» **Material shown**:
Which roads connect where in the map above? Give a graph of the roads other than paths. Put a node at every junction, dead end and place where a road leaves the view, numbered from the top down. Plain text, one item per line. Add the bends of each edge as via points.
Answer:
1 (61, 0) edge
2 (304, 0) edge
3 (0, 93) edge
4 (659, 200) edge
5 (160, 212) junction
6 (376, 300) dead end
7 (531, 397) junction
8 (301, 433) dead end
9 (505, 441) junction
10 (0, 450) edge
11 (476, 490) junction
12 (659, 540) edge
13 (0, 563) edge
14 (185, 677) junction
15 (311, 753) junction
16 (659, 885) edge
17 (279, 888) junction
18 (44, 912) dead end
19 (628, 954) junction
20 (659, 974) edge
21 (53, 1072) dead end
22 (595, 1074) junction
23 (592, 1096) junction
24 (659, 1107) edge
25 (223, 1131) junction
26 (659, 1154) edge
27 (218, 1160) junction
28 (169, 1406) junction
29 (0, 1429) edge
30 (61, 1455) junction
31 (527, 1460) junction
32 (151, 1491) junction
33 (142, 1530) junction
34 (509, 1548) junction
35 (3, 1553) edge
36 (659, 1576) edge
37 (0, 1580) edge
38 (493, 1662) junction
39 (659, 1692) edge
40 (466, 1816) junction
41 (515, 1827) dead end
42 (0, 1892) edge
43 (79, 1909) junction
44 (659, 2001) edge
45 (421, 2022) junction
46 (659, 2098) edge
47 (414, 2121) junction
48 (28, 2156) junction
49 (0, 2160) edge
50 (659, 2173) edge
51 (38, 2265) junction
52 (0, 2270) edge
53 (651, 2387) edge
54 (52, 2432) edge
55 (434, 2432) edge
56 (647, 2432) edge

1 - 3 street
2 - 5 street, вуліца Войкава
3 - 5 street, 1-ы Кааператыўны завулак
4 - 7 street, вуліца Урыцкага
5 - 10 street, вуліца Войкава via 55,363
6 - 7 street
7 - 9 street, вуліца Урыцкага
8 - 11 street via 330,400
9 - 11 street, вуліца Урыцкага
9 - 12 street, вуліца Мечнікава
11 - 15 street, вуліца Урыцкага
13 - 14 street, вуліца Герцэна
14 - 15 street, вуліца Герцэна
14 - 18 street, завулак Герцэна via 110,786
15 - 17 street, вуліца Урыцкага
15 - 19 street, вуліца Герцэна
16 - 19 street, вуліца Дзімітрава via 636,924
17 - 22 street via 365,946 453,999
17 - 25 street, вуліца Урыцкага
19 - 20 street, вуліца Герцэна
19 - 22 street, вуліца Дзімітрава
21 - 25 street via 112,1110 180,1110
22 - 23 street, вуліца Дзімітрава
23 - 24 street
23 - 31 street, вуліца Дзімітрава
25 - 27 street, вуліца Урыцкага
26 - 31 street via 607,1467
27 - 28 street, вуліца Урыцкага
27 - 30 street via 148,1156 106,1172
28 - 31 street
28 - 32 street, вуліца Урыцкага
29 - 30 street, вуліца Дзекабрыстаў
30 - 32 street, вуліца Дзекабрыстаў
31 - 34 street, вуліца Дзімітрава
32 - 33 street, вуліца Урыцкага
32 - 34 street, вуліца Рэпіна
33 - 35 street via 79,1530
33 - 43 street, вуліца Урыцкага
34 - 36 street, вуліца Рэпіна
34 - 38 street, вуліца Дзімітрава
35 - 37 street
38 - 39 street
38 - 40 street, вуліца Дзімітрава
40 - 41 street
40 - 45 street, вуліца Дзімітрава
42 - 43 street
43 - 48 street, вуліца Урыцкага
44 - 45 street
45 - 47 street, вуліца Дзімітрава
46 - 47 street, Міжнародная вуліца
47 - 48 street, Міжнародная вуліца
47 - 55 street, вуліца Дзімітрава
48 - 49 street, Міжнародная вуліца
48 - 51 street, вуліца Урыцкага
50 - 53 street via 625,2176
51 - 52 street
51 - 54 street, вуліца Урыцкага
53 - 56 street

» **Exercise details**:
Which lines in the records above contain the string "Дзімітрава"? Copy them.

» **Solution below**:
16 - 19 street, вуліца Дзімітрава via 636,924
19 - 22 street, вуліца Дзімітрава
22 - 23 street, вуліца Дзімітрава
23 - 31 street, вуліца Дзімітрава
31 - 34 street, вуліца Дзімітрава
34 - 38 street, вуліца Дзімітрава
38 - 40 street, вуліца Дзімітрава
40 - 45 street, вуліца Дзімітрава
45 - 47 street, вуліца Дзімітрава
47 - 55 street, вуліца Дзімітрава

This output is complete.